Schon gegen Ende des 19. Jahrhunderts waren die Jareker zu Wohlstand gekommen und gingen daran, das Kircheninnere neu zu gestalten. Bis dahin war sie innen weiß gestrichen, so wie man sie nach der Zerstörung wieder hergestellt hatte. Jetzt wurde über dem Altar ein 9,5 Quadratmeter großes Ölgemälde angebracht, das die Einsetzung des heiligen Abendmahls zeigte. Es wurde von einem italienischen Maler angefertigt. Rechts und links an den Seiten zierten 2 Gemälde von Luther und Melanchthon die Wände in den Rundbögen. Im Jahr 1902 wurde die Kirche von Pfarrer Peter Wack neu eingeweiht.
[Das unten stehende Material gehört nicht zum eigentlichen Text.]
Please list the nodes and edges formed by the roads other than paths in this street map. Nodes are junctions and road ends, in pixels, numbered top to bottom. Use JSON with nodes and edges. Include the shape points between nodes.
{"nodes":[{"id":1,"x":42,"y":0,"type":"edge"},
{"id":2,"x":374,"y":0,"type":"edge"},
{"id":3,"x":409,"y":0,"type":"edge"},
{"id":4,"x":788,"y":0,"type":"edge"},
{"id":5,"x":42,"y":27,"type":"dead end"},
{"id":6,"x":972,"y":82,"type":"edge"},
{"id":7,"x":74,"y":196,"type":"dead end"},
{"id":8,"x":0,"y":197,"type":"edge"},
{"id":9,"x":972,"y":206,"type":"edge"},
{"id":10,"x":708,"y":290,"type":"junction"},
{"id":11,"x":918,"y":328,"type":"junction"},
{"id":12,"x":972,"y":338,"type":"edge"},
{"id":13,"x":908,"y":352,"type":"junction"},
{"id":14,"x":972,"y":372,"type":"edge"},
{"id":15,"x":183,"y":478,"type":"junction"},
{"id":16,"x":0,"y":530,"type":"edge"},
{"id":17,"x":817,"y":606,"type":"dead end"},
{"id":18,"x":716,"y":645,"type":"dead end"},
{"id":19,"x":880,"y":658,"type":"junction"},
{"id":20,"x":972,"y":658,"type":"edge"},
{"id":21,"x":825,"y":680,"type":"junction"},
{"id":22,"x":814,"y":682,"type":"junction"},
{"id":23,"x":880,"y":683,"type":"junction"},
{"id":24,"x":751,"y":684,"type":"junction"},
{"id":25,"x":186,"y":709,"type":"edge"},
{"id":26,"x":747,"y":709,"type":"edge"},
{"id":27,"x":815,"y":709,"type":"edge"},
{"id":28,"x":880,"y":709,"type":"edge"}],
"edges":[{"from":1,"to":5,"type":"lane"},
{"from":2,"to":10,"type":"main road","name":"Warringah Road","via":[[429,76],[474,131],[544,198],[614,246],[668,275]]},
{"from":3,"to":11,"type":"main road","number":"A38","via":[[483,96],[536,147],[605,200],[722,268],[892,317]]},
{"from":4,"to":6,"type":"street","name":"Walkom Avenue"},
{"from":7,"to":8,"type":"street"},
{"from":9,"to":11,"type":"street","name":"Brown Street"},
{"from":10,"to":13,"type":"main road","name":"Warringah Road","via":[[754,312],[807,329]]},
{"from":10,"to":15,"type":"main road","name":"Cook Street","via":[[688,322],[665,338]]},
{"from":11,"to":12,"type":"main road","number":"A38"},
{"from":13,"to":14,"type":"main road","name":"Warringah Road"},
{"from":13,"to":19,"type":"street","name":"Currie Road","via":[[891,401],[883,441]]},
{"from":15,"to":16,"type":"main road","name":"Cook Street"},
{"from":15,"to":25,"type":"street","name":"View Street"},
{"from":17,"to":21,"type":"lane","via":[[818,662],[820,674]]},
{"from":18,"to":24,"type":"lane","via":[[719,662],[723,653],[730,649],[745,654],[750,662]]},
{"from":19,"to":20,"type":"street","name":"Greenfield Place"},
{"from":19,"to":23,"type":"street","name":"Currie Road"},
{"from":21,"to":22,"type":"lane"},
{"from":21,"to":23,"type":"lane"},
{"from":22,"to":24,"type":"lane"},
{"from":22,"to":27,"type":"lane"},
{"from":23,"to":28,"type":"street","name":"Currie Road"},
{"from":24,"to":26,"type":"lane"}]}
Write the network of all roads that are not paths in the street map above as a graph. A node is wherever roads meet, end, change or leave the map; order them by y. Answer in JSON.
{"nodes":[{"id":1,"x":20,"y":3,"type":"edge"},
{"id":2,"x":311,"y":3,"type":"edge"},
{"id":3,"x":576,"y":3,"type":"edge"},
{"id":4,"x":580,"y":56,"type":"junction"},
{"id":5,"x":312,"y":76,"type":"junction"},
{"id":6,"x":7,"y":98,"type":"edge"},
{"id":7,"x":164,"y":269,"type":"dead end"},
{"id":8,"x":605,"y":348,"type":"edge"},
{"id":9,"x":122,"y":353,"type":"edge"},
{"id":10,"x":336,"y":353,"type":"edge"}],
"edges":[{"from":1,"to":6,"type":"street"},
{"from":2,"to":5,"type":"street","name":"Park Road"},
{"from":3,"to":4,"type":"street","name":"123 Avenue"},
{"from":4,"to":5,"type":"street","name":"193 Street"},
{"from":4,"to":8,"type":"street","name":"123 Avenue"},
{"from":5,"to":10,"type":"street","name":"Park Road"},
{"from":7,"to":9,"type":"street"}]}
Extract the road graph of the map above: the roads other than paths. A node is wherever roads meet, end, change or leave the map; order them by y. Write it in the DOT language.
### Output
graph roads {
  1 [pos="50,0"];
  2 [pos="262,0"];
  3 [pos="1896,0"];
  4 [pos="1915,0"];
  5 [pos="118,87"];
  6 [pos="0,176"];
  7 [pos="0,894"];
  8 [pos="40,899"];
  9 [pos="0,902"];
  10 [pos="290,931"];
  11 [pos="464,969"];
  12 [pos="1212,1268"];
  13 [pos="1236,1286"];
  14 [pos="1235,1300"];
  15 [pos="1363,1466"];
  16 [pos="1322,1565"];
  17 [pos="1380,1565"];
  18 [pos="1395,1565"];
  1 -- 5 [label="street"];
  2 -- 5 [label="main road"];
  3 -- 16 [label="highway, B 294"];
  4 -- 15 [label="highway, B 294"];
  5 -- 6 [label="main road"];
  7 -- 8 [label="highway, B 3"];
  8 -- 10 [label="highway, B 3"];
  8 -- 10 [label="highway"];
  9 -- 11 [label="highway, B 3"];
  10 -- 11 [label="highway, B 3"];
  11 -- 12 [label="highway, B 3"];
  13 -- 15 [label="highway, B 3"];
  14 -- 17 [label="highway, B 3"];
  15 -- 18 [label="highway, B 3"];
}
Das Innere der Kirche nach
der Renovierung im Jahr 1902.

(Bild: Vom Einbanddeckel des Buches
  “Jarek in Gegenwart und Geschichte”
    von Rosi Amthor.)

In den darauf folgenden Jahren sammelte man Geld für eine schmiedeeiserne Einfriedung des Kirchhofs. Ein Jahr später, im Jahr 1912, stiftete der Kurator Georg Reichert und seine Frau das Lutherdenkmal zum Andenken an ihre verstorbene Tochter Theresia. Es bestand aus Terrakotta Material, war mannshoch und stand auf einem 1,20m hohen Kunststeinsockel. Im nächsten Jahr errichtete man eine kleine Anlage aus Buchsbäumen um das Denkmal herum.



Bei der Enthüllung
des Lutherdenkmals 1912
waren anwesend:


(von links nach rechts)
Pfarrer Peter Wack,
Notar Ewinger,
Inspektor Johann Lenhardt,
Stifter Georg Reichert,
Kassier Sebele
und Lehrer Wilhelm Heinz

Im Laufe der folgenden Jahre wurden große Summen in die Renovierung des Kirchturms und die Neueindeckung des Kirchendachs gesteckt und die Kirche wurde außen geweißelt, so dass sie beim 100 jährigen Kirchenjubiläum im Jahr 1923 , das mit einem großen Fest gefeiert wurde, in neuem Glanz erstrahlte. Auch im Inneren wurde die Kirche durch viele weitere Stiftungen laufend verschönert.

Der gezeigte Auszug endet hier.